▶ **WHAT THE EXERCISE ASKS**
For each line in the data below that has the word "dead", copy that line.

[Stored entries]
::::
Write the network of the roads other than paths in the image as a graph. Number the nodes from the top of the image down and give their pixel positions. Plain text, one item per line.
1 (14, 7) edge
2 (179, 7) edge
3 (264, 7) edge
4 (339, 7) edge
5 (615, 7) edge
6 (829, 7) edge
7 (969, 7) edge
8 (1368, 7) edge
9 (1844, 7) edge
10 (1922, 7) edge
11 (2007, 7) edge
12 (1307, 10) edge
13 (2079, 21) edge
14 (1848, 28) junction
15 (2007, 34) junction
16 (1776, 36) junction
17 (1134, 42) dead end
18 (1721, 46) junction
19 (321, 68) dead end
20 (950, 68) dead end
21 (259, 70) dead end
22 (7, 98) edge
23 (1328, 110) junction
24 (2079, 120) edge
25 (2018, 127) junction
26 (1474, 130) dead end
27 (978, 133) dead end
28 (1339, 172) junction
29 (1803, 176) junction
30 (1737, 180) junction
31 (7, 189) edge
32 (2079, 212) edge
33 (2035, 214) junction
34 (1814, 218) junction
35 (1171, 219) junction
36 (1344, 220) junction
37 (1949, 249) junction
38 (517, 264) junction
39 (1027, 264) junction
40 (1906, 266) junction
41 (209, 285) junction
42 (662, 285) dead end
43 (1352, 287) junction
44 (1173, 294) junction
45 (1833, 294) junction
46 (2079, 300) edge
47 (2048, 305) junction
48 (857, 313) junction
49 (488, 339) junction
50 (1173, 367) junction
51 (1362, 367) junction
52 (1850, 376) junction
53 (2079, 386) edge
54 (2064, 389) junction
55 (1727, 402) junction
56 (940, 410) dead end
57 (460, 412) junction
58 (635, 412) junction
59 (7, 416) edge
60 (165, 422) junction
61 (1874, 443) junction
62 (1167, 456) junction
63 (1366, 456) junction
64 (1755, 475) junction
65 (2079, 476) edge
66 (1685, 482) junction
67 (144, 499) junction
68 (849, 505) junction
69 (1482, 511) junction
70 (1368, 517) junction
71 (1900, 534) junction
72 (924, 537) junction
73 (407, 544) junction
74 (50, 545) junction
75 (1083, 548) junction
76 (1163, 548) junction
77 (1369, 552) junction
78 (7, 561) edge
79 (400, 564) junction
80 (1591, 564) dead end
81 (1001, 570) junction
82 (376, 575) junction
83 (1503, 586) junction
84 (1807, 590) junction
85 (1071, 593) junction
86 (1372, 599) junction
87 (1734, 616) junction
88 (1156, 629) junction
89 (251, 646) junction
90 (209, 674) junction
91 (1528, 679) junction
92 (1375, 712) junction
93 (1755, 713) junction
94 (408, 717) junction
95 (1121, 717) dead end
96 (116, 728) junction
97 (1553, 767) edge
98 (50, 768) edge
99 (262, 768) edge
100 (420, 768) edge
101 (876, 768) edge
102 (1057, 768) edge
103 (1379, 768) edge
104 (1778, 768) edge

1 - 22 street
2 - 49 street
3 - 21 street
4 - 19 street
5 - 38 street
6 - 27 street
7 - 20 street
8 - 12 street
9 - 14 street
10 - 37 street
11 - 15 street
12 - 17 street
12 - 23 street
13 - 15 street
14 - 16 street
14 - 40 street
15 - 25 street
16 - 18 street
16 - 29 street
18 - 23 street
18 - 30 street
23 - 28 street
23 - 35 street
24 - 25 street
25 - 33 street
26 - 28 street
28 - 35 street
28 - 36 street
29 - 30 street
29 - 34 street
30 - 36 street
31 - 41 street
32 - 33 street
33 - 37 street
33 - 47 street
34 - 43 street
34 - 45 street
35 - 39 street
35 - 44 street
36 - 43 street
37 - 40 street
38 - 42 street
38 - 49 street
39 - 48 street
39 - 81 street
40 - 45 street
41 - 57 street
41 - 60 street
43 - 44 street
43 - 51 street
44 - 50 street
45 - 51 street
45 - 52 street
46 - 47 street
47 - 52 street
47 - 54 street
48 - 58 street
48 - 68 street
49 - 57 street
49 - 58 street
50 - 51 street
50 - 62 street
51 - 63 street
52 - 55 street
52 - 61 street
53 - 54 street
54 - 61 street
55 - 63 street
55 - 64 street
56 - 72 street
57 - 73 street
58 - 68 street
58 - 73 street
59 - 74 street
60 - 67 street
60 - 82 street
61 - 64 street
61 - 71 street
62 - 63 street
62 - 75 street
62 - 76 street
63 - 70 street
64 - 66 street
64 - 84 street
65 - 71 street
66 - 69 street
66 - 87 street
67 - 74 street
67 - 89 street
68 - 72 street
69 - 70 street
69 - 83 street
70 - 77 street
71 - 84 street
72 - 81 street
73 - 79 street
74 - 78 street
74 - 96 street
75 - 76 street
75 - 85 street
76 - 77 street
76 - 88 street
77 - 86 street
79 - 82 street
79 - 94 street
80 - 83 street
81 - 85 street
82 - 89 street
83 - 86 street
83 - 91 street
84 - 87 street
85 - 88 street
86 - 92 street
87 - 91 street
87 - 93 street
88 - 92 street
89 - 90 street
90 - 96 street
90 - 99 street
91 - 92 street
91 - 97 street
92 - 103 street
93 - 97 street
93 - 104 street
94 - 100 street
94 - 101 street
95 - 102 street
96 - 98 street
::::
▶ **WRITTEN ANSWER**
17 (1134, 42) dead end
19 (321, 68) dead end
20 (950, 68) dead end
21 (259, 70) dead end
26 (1474, 130) dead end
27 (978, 133) dead end
42 (662, 285) dead end
56 (940, 410) dead end
80 (1591, 564) dead end
95 (1121, 717) dead end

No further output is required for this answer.